▶ **What the task requires**:
In the records below, find the line with "font5.setSubpixel(true);" and the line with "paint.setColor(0xFF9E9EA7);". Print both exactly, along with every line between them, and no other line.

· · · · · · ·

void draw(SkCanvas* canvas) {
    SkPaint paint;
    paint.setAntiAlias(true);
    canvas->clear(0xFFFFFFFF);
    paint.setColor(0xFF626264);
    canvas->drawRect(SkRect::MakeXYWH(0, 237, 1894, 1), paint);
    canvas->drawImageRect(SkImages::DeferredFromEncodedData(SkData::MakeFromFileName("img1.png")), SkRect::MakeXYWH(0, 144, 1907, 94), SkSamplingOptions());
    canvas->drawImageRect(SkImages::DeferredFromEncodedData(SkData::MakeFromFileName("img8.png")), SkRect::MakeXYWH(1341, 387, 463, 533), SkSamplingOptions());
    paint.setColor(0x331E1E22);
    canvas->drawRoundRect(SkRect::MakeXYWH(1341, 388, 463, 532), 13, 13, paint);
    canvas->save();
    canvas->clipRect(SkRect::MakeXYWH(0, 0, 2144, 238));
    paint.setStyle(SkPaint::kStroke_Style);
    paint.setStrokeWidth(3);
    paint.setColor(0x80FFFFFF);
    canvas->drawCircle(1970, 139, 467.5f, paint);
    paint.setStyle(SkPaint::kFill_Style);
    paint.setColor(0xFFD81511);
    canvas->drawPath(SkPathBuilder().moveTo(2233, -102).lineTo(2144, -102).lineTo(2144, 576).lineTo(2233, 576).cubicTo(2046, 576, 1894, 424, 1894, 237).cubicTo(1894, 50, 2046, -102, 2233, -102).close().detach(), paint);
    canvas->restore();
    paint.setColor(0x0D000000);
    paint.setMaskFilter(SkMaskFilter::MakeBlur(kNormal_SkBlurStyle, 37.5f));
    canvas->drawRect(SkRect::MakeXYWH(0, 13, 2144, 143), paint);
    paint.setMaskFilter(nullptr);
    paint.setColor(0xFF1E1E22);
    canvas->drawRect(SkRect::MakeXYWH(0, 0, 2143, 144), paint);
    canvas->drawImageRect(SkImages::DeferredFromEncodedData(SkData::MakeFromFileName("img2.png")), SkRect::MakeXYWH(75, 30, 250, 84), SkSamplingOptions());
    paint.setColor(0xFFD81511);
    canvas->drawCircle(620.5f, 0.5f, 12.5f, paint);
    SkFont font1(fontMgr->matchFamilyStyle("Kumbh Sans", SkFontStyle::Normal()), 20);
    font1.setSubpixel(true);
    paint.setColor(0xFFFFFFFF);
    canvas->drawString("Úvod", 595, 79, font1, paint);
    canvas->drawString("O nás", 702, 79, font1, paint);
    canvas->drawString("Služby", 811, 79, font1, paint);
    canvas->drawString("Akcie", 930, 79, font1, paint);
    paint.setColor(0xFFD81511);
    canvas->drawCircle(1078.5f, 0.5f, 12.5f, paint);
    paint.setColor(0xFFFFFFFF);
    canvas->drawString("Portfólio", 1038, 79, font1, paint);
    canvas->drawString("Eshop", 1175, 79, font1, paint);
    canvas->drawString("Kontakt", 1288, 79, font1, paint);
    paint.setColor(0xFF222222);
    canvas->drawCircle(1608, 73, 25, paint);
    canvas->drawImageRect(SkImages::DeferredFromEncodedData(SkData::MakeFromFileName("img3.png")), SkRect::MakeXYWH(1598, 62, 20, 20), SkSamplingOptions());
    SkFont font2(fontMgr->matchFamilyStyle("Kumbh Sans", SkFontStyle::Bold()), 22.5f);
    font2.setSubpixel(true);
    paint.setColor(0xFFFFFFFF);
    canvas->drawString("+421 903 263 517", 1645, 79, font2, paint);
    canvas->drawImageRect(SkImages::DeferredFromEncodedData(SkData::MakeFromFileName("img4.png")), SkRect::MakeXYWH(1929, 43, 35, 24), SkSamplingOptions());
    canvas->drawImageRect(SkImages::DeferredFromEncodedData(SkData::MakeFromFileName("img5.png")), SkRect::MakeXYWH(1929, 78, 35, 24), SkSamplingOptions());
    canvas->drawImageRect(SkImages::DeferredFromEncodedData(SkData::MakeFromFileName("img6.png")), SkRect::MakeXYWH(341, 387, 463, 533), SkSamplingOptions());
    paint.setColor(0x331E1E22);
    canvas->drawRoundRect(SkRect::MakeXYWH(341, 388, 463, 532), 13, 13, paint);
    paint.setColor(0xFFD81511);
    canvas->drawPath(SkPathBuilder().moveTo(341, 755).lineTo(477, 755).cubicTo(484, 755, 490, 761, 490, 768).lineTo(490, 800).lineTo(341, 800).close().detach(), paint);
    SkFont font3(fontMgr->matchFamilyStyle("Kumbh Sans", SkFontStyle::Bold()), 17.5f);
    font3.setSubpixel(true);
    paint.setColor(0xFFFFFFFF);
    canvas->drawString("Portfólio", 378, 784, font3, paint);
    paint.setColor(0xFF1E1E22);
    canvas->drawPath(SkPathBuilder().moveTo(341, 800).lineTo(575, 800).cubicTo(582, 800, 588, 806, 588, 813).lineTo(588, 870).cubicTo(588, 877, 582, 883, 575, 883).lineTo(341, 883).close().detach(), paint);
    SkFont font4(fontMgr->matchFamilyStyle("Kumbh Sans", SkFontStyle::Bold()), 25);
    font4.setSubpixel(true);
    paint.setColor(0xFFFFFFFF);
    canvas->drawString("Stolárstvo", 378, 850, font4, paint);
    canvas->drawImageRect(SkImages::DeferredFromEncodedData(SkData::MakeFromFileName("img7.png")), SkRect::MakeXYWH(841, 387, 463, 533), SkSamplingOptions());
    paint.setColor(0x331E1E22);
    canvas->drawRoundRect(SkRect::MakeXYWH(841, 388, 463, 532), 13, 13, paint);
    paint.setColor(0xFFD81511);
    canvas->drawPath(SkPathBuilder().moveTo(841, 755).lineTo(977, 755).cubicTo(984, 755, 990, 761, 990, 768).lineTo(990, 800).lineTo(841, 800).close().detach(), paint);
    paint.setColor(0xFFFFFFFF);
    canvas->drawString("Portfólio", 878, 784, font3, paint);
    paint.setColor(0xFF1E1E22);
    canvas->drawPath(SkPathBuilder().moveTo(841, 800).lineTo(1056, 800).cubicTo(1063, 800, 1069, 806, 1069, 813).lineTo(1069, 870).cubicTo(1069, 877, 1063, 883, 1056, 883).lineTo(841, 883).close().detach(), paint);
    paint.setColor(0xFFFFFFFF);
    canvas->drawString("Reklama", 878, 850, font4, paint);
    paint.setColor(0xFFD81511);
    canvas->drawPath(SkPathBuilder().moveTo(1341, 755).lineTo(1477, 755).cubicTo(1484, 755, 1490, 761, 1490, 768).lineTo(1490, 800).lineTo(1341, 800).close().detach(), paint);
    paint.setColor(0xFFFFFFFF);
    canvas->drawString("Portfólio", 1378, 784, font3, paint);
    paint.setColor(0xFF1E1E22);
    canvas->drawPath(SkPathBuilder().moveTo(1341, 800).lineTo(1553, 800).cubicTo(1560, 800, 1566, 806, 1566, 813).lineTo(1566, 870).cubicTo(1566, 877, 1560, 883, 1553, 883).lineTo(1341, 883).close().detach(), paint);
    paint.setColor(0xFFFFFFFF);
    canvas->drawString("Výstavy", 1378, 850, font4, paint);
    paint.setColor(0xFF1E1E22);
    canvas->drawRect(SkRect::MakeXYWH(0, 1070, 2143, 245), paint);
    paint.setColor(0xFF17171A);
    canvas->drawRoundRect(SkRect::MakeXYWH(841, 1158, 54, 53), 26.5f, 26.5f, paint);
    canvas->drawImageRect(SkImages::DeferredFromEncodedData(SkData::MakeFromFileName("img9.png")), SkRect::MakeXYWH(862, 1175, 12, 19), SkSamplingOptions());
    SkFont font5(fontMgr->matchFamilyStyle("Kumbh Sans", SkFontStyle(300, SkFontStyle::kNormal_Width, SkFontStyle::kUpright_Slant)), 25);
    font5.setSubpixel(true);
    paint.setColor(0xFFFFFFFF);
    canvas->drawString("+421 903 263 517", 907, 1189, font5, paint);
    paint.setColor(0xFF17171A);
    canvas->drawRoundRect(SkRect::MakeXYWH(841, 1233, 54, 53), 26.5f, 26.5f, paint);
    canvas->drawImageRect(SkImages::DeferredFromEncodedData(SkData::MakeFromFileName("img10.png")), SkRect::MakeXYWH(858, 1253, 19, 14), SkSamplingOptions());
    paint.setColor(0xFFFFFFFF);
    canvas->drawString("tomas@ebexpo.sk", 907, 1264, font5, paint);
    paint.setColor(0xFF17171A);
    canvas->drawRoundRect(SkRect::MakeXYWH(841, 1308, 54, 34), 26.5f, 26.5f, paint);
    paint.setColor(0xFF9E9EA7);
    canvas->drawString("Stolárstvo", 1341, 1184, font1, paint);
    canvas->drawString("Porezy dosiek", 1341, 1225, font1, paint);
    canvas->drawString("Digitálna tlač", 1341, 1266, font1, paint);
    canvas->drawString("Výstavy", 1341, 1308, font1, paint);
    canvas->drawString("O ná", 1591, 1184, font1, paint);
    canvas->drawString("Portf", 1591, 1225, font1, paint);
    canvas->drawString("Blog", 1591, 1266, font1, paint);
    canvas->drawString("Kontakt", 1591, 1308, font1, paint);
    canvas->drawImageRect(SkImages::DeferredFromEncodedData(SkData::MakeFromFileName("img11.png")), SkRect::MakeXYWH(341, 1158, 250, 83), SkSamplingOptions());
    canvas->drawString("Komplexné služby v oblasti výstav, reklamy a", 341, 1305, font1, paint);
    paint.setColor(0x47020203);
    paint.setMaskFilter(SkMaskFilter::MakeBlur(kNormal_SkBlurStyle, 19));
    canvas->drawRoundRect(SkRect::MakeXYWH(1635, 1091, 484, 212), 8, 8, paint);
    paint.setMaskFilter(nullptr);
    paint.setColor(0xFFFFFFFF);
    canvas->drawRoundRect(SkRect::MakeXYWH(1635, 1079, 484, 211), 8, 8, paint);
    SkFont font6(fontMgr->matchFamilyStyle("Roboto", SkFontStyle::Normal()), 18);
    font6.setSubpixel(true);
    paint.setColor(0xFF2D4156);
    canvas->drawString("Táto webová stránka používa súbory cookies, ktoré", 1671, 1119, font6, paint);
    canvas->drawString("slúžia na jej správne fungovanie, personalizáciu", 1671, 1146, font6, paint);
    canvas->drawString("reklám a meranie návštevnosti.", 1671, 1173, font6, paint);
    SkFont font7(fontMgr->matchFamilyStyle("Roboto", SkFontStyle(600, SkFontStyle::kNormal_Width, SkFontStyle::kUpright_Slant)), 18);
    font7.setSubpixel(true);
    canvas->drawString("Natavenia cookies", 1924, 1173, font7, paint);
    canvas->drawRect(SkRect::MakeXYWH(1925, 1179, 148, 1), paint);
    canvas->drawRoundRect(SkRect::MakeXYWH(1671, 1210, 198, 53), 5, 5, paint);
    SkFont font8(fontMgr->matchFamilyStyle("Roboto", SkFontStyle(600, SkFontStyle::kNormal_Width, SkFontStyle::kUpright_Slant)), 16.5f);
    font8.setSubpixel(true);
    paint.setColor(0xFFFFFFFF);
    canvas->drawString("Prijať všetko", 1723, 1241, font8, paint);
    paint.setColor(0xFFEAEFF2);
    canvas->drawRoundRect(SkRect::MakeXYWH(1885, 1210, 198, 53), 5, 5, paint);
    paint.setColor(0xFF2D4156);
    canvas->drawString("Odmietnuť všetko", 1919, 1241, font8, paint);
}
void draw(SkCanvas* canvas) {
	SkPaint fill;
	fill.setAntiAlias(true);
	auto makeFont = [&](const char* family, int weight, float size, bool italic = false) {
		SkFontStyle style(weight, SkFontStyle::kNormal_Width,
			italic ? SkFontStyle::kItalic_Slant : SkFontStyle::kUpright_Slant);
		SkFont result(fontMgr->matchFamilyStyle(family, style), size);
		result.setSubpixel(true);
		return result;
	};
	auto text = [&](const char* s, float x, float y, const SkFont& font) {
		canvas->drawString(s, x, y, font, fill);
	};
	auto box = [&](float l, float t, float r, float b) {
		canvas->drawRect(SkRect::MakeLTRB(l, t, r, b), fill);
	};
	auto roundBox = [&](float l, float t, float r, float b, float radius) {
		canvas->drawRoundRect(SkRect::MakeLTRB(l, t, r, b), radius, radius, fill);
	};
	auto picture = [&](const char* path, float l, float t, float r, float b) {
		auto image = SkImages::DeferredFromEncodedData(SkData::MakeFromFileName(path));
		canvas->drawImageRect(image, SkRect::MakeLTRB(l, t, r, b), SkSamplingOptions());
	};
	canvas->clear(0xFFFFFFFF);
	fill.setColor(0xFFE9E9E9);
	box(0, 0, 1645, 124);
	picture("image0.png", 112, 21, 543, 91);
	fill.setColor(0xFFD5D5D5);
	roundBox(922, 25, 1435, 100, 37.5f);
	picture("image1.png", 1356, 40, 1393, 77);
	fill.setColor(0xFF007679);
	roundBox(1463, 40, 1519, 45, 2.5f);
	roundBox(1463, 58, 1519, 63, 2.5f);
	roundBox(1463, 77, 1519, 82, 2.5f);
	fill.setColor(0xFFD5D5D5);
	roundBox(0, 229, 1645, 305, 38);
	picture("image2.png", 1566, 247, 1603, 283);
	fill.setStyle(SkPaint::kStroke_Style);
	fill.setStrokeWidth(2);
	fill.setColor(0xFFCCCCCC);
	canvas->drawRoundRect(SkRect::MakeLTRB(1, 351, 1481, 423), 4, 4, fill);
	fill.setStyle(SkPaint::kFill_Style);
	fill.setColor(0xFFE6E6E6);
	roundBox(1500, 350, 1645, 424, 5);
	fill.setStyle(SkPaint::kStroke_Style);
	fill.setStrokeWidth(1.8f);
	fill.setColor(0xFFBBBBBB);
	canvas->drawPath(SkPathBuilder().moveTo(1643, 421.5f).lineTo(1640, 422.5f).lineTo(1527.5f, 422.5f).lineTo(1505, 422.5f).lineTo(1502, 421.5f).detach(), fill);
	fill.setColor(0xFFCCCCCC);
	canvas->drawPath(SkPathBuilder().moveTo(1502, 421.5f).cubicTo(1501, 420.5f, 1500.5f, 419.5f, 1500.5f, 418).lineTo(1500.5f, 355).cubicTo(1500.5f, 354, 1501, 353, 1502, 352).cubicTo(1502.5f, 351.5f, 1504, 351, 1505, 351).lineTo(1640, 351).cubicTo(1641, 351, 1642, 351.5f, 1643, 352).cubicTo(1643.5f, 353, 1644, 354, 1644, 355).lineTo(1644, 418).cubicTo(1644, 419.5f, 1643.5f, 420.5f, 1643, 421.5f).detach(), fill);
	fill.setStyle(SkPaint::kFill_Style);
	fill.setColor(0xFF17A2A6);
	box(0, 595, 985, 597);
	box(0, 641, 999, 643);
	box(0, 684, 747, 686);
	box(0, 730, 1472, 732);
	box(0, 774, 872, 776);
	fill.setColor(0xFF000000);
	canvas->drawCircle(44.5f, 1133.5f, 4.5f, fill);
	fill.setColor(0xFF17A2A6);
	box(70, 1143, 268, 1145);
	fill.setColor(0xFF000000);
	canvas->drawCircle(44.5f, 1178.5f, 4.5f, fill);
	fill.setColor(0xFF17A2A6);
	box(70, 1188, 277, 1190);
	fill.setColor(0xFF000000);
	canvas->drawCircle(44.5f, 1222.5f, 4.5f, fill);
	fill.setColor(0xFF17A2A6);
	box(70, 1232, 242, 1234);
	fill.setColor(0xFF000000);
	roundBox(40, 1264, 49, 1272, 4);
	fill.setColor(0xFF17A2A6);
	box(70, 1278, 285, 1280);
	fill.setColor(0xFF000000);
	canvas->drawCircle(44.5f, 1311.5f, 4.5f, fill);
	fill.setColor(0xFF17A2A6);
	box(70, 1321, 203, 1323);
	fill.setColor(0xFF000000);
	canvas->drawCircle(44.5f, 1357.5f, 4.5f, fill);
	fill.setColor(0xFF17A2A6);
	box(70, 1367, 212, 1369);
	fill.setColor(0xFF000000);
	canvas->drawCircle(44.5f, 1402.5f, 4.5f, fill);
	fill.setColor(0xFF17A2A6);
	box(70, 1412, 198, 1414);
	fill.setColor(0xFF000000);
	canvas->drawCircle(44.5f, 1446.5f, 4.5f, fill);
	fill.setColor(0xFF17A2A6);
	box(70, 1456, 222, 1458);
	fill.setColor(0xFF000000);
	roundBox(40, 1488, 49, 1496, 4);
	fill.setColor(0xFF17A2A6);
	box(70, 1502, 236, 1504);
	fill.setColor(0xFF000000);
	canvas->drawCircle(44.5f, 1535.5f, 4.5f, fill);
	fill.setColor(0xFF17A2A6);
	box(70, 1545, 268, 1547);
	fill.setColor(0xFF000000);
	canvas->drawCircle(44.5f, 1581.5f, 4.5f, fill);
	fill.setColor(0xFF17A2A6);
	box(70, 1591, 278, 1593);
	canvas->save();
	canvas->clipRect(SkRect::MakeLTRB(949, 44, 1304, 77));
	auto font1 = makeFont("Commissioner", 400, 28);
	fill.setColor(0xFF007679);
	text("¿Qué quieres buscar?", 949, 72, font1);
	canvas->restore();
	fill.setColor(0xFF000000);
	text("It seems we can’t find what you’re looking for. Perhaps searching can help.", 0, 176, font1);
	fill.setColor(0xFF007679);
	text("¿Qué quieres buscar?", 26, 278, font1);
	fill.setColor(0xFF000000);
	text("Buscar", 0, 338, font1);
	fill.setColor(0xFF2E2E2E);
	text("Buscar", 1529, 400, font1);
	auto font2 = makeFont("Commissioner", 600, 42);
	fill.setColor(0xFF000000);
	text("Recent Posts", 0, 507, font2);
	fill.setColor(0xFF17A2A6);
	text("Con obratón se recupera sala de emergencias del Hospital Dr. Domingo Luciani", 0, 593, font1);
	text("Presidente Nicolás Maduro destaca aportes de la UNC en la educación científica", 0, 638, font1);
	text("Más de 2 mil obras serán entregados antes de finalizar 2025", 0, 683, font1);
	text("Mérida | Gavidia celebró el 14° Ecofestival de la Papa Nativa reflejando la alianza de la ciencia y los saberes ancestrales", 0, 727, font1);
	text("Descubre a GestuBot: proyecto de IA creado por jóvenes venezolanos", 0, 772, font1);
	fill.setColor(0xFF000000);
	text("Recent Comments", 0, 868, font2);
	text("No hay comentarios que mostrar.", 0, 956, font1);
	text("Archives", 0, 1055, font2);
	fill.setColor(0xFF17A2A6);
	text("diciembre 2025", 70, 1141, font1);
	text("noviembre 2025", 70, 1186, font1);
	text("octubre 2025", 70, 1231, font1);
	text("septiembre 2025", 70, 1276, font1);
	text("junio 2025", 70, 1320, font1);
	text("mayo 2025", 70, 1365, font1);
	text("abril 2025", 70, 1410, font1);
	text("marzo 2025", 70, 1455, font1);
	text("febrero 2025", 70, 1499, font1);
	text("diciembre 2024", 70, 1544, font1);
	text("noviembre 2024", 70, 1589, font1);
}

· · · · · · ·

▶ **Written reply**:
    font5.setSubpixel(true);
    paint.setColor(0xFFFFFFFF);
    canvas->drawString("+421 903 263 517", 907, 1189, font5, paint);
    paint.setColor(0xFF17171A);
    canvas->drawRoundRect(SkRect::MakeXYWH(841, 1233, 54, 53), 26.5f, 26.5f, paint);
    canvas->drawImageRect(SkImages::DeferredFromEncodedData(SkData::MakeFromFileName("img10.png")), SkRect::MakeXYWH(858, 1253, 19, 14), SkSamplingOptions());
    paint.setColor(0xFFFFFFFF);
    canvas->drawString("tomas@ebexpo.sk", 907, 1264, font5, paint);
    paint.setColor(0xFF17171A);
    canvas->drawRoundRect(SkRect::MakeXYWH(841, 1308, 54, 34), 26.5f, 26.5f, paint);
    paint.setColor(0xFF9E9EA7);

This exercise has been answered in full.